Work instructions: Copy out the data that comes next, character for character, and leave the images aside.

[Material to process Boundary: Start]

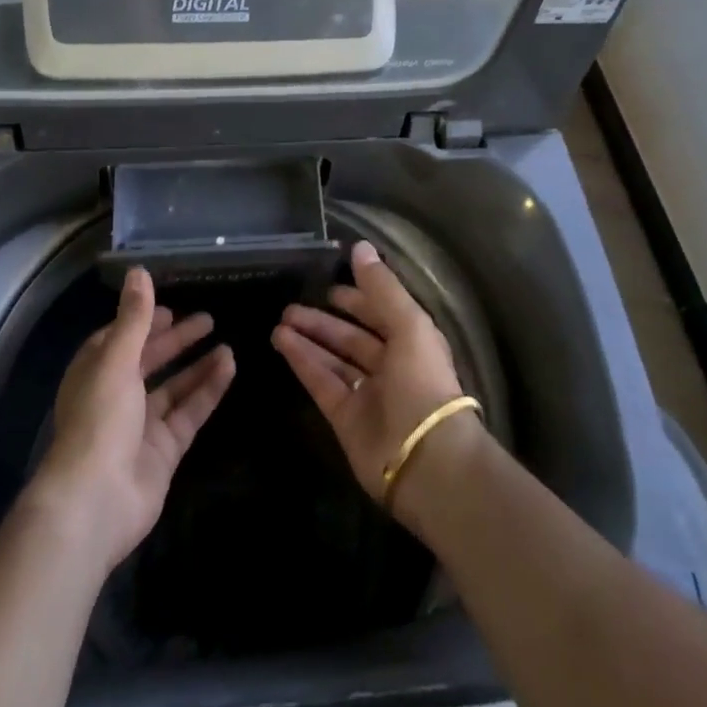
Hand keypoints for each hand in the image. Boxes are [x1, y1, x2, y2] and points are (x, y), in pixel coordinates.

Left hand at [25, 268, 235, 574]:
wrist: (95, 502)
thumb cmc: (99, 420)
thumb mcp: (117, 360)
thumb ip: (134, 317)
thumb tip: (138, 270)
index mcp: (95, 373)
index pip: (120, 339)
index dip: (143, 322)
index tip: (169, 308)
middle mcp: (116, 397)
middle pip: (150, 362)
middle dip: (176, 341)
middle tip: (208, 320)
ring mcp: (140, 427)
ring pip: (174, 388)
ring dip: (197, 366)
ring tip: (227, 343)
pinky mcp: (163, 452)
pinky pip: (189, 413)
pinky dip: (208, 391)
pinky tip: (229, 368)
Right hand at [271, 241, 467, 501]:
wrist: (426, 460)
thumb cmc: (422, 382)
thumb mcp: (408, 324)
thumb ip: (381, 286)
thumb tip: (359, 246)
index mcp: (412, 343)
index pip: (380, 313)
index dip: (357, 298)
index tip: (328, 285)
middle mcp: (390, 367)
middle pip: (352, 337)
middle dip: (324, 320)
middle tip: (291, 304)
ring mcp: (367, 394)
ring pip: (333, 359)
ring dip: (308, 338)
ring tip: (279, 320)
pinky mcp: (345, 418)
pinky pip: (321, 382)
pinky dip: (302, 362)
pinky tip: (282, 342)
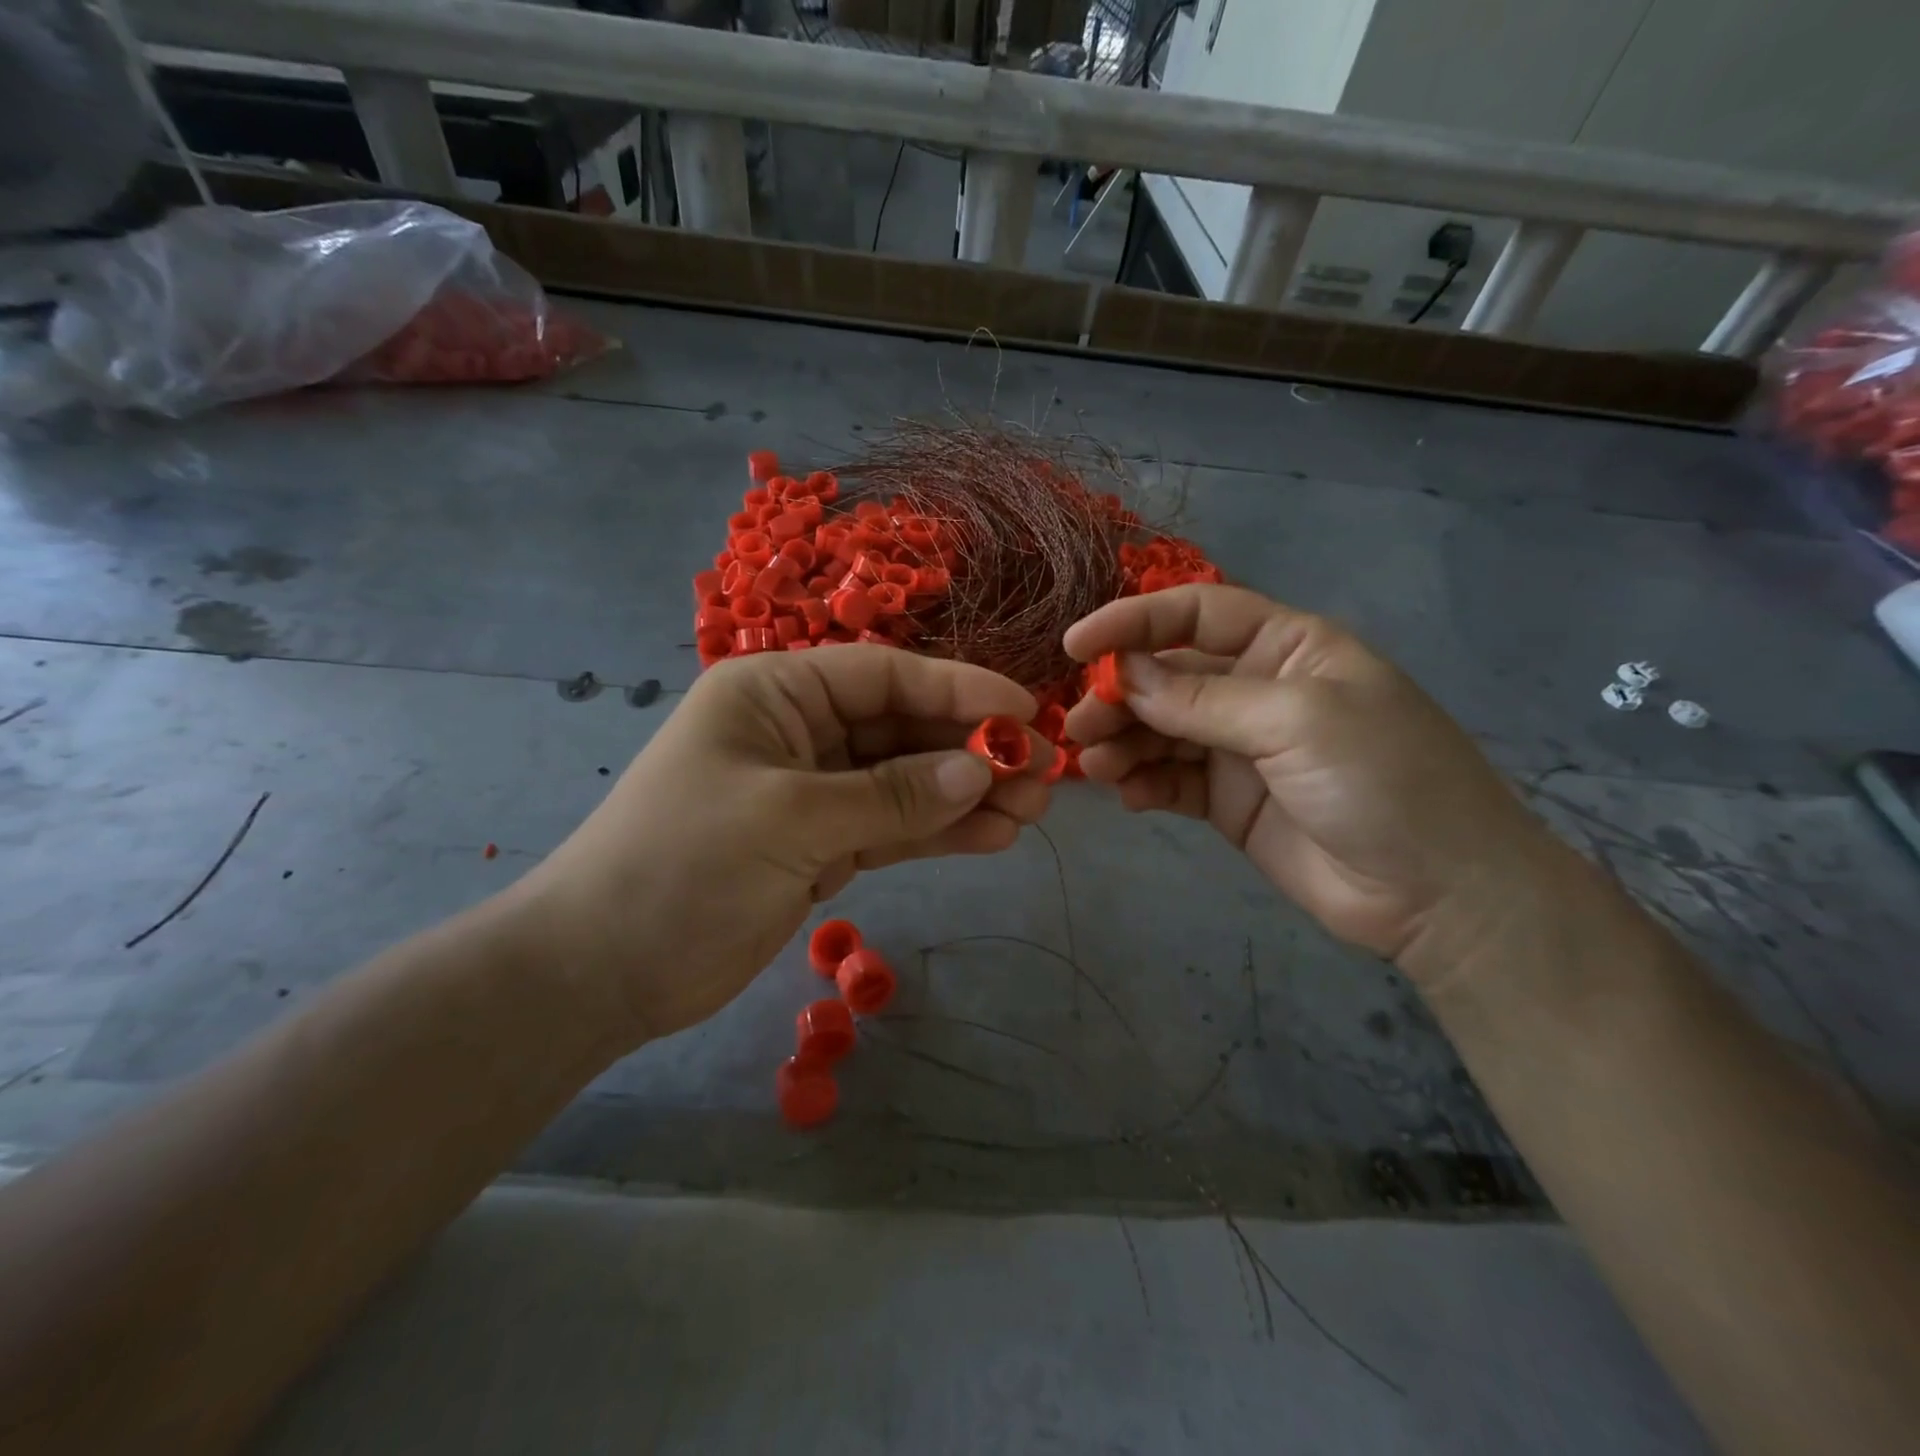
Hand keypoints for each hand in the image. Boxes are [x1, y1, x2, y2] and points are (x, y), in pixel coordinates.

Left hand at [514, 645, 1050, 1042]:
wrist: (603, 969)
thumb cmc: (681, 866)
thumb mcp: (789, 819)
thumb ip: (890, 795)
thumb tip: (981, 769)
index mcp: (775, 693)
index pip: (884, 675)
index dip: (958, 690)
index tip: (1023, 712)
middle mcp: (798, 731)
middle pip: (902, 729)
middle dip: (971, 751)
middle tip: (1043, 773)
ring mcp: (811, 791)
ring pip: (904, 783)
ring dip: (965, 795)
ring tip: (1031, 811)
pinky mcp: (818, 845)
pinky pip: (890, 829)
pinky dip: (937, 833)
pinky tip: (991, 837)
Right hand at [1064, 586, 1557, 968]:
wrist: (1440, 895)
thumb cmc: (1384, 780)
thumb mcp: (1296, 721)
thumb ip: (1202, 699)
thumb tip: (1124, 674)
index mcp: (1286, 646)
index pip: (1196, 614)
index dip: (1133, 621)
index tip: (1075, 644)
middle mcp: (1257, 689)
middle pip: (1168, 676)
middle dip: (1120, 694)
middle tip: (1078, 724)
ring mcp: (1241, 748)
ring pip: (1160, 730)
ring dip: (1122, 741)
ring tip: (1095, 764)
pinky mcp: (1229, 801)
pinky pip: (1171, 780)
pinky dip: (1143, 783)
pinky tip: (1129, 796)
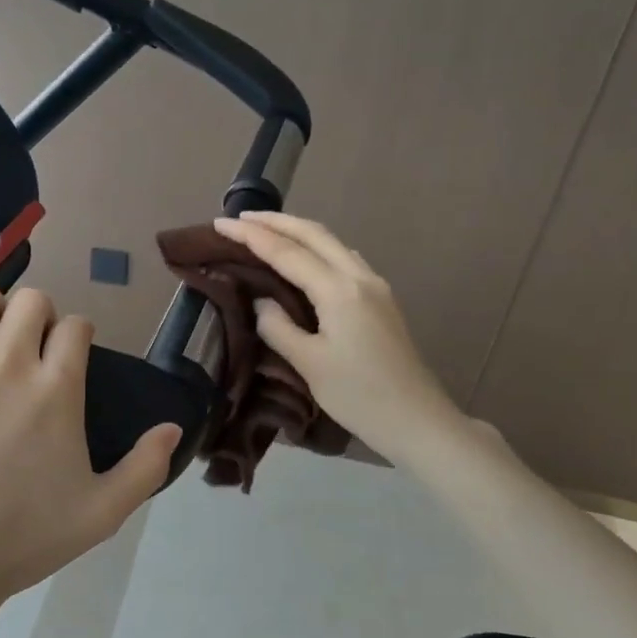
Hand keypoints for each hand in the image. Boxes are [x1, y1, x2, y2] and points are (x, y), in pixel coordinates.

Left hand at [0, 272, 181, 617]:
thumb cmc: (19, 541)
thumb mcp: (100, 515)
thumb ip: (145, 468)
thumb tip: (173, 425)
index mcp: (56, 390)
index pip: (75, 328)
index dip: (74, 337)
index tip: (64, 355)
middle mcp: (6, 363)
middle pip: (32, 301)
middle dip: (37, 318)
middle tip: (23, 348)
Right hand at [213, 211, 461, 460]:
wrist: (417, 420)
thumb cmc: (359, 396)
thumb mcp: (309, 364)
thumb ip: (278, 326)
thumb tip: (260, 301)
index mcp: (339, 291)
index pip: (286, 252)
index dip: (251, 236)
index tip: (219, 224)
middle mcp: (359, 277)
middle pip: (313, 233)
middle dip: (275, 221)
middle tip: (239, 218)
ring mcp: (374, 286)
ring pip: (331, 243)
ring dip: (296, 231)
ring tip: (265, 232)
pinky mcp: (380, 300)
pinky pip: (342, 259)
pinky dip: (315, 248)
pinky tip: (303, 259)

[Material to process Boundary: End]

Solution to the exercise:
Hand keypoints for each hand in the image. Boxes are [x1, y1, x2, y2] and points are (x, y), in pixel coordinates.

Left hand at [25, 268, 235, 574]:
wrist: (95, 502)
thumb cmc: (99, 420)
thumb mcp: (117, 360)
thumb ip: (134, 317)
thumb tip: (138, 270)
index mcp: (95, 373)
index pip: (120, 339)
index dip: (143, 322)
index tip: (169, 308)
middle mcp: (116, 397)
middle pip: (150, 362)
middle dip: (176, 341)
middle tip: (208, 320)
ring mcp: (140, 427)
ring pip: (174, 388)
ring dip: (197, 366)
ring tip: (227, 343)
pinky mcp: (163, 452)
pinky pip: (189, 413)
pinky dip: (208, 391)
pinky tip: (229, 368)
Right hand at [271, 241, 467, 501]:
wrist: (426, 460)
thumb cmc: (422, 382)
thumb mcp: (408, 324)
thumb ip: (381, 286)
thumb tip: (359, 246)
index mcp: (412, 343)
index pip: (380, 313)
index dip: (357, 298)
index tip: (328, 285)
middle mcp: (390, 367)
middle pip: (352, 337)
middle dip: (324, 320)
middle tip: (291, 304)
ring mcp: (367, 394)
ring pip: (333, 359)
ring dip: (308, 338)
ring tip: (279, 320)
pinky mcp: (345, 418)
pinky pip: (321, 382)
pinky dip: (302, 362)
pinky tip: (282, 342)
Hand keypoints for each hand in the image. Boxes are [x1, y1, x2, y2] and points are (x, y), in pixel coordinates.

Left hand at [514, 645, 1050, 1042]:
wrist: (603, 969)
thumb cmc: (681, 866)
thumb mcp: (789, 819)
thumb ip: (890, 795)
thumb tip: (981, 769)
index mcp: (775, 693)
index pip: (884, 675)
index dip: (958, 690)
index tip: (1023, 712)
middle mcp: (798, 731)
middle pip: (902, 729)
middle dip: (971, 751)
middle tip: (1043, 773)
ring mcp: (811, 791)
ring pip: (904, 783)
ring dip: (965, 795)
ring tip: (1031, 811)
pinky mcp: (818, 845)
pinky pip: (890, 829)
pinky dip: (937, 833)
pinky tip: (991, 837)
Right hand at [1064, 586, 1557, 968]:
wrist: (1440, 895)
thumb cmc: (1384, 780)
thumb mcp: (1296, 721)
thumb ip: (1202, 699)
thumb tip: (1124, 674)
index mcp: (1286, 646)
index pip: (1196, 614)
index dip: (1133, 621)
index tip: (1075, 644)
middle mcp: (1257, 689)
middle pip: (1168, 676)
middle dip: (1120, 694)
middle tip: (1078, 724)
ring mcp: (1241, 748)
ring pip: (1160, 730)
ring dip: (1122, 741)
ring tip: (1095, 764)
pinky mcp: (1229, 801)
pinky pip: (1171, 780)
pinky dip: (1143, 783)
pinky tip: (1129, 796)
Hand keypoints for each hand in the image. Boxes are [x1, y1, x2, y2] and points are (x, y), in pixel coordinates.

Left hand at [0, 272, 181, 617]:
thumb cmc: (19, 541)
thumb mcp: (100, 515)
thumb ip: (145, 468)
thumb tip: (173, 425)
index mcp: (56, 390)
index pip: (75, 328)
index dip: (74, 337)
index tip: (64, 355)
middle mcp: (6, 363)
middle pip: (32, 301)
middle dip: (37, 318)
middle tip: (23, 348)
Right hand at [213, 211, 461, 460]:
wrist: (417, 420)
thumb cmc: (359, 396)
thumb mcp: (309, 364)
thumb ip: (278, 326)
thumb tip: (260, 301)
index mcp: (339, 291)
index pip: (286, 252)
index dip: (251, 236)
index tip: (219, 224)
middle mcp: (359, 277)
middle pip: (313, 233)
middle dip: (275, 221)
middle tip: (239, 218)
ring mcp: (374, 286)
ring pip: (331, 243)
ring dip: (296, 231)
ring tip: (265, 232)
pinky mcp: (380, 300)
pinky pip: (342, 259)
pinky dip: (315, 248)
pinky tip: (303, 259)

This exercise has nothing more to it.